While I look for common ground with our Governor – like our efforts to keep pushing to find ways to build a natural gas pipeline (we agree a large diameter line that exports gas, produces low-cost gas, and brings in revenue is smarter than a small in-state line that brings us very high cost natural gas and no revenue) – I do disagree with him on educational policy.
Today we had a hearing on the University of Alaska. Alaska ranks last in the nation in college attendance and graduation. So what's the Governor's plan? Well, he has declined the Board of Regents' request for funds to provide courses in high demand job areas for which, because we don't train enough Alaskans, employers have to bring in workers from out of state. That's bad for the economy, and bad for Alaskans who want to remain in this state. The high demand areas are engineering, rural teaching, nursing, physical therapy and a few others. We should train Alaskans when there are jobs waiting for them in this state. I hope to work to reverse both this cut to the Board of Regents' proposal, and his cut to an effort to raise University academic achievement with needed student advisors – a proposal that will work, and help get us out of one of those last in the nation rankings.
Likewise, I am frustrated with the Governor's proposal to effectively cut education funding, by leaving it at the same level it was two years ago. He's recognized every one of his agencies need funds to cover the cost of inflation. Except education. While every state agency has been given an inflation cost increase by the Governor in his proposed budget, he's refused to allow for an inflation cost increase for school funding. Instead he's funding our per student formula at the same level as two years ago. That will lead to increased failure and less success for the next generation. The following is a press release Rep. Pete Petersen and I sent out today on this subject.
As always, I hope you are doing well. And, please let me know if we can help in any way.
REPRESENTATIVE LES GARA
CONTACT: Toby Smith Legislative Aide
February 9, 2012
FOR IMMEDIATE RELEASE
Reps. Gara and Petersen: Parnell Pumps Money into All Agencies - Except Education
Proposed budget flat funds education, covers inflation increases for all other agencies
This year Governor Sean Parnell proposes to fund K-12 students at the same level as they were funded two years ago, yet his budget includes increases for every other state agency other than education.
“Freezing school funding to 2010 levels, without recognizing costs have gone up with inflation, translates into a major education cut. The proof’s in the pudding. It is causing schools across the state to plan for layoffs and the end of courses and summer school. The bottom line is that the Governor has granted state employees and bureaucrats inflation increases – just not kids,” said Rep. Les Gara.
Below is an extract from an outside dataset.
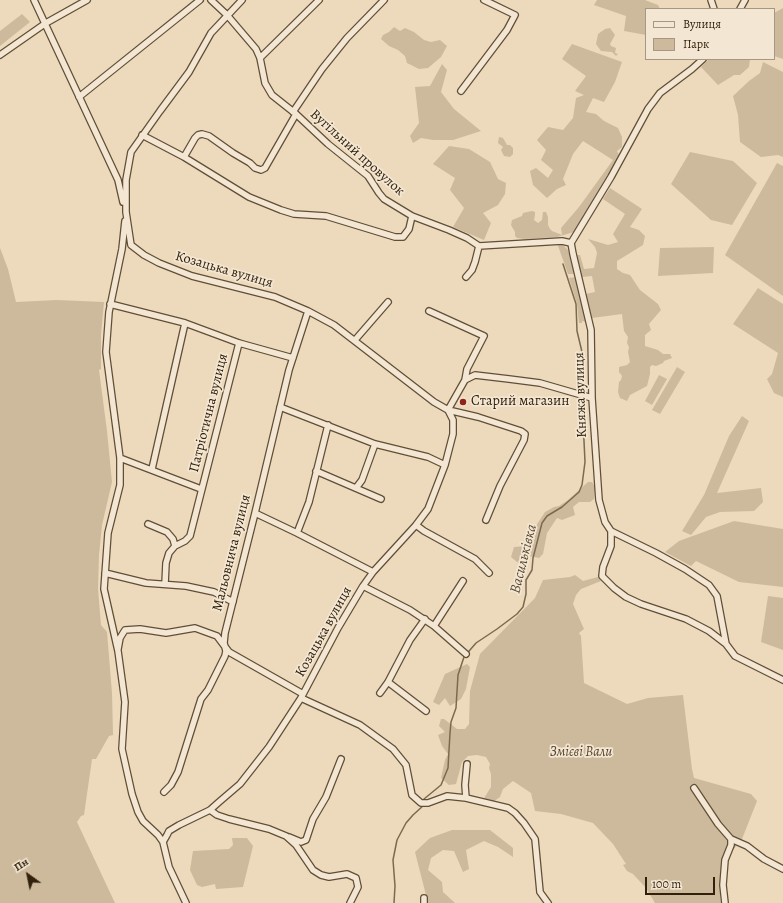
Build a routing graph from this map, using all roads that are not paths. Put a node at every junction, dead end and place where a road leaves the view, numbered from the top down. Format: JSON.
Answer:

Under the governor’s budget every state agency has been granted funds to recognize the reality of inflation. The governor’s salary and benefit increases for those agencies total roughly $45 million.
“School cuts don’t increase opportunity. Letting funding lag behind inflation – and letting it lag to 2010 levels, will only undercut our children’s opportunities to succeed in school and prepare for the workforce,” said Rep. Pete Petersen (D-Anchorage) who has taken the lead on legislation to make sure inflation does not eat away at school resources so schools can avoid cuts to teachers, staff and courses.
Alaska funds its schools by granting a certain amount of dollars per student under what’s called the base student allocation. Two years ago that amount was $5,680 per student. It remains the same under Governor Parnell’s budget this year. Combined inflation of roughly 5% in the years since the last funding adjustment has led to significant cut to school budgets. s when every other agency receives a funding increase to offset cost of living increases.
The governor has tried to shift the focus to other funds the Legislature put into schools starting around 2008, most of which the Legislature appropriated to make up for past inequities in rural and special needs education funding. While those funds helped rural schools and special education students, they too are being eaten away by inflation under the governor’s recent budgets and current proposal. Even with the money the governor is referencing from the Legislature’s 2008 plan, non-special education students in urban districts will receive no more funding under the governor’s proposal than they did two years ago.
Likewise, the Legislature wisely took a good step starting in fiscal year 2008, and offered help to local school districts to help pay for the multi-billion school district retirement system debt. That funding formula also has not changed since 2008.
So, while the governor has been taking credit for decisions the legislature made years ago, the fact is that he is proposing a per student funding level for next year that ignores the rising costs of providing education and is frozen at the same level it was two years ago. Even one time “fuel cost” funding added by the Legislature last year to help schools has been left out of the governor’s budget this year. As a result, Fairbanks, Juneau, and Anchorage school districts have announced major staffing cuts under the based on the governor’s proposed budget, and in Anchorage, officials are faced with the prospect of closing summer school for students who need the extra help to succeed.
Representatives Tuck, Gara, Kawasaki, Kerttula, and Gardner are co-sponsors of Rep. Petersen’s HB 143
to hold schools harmless from inflation.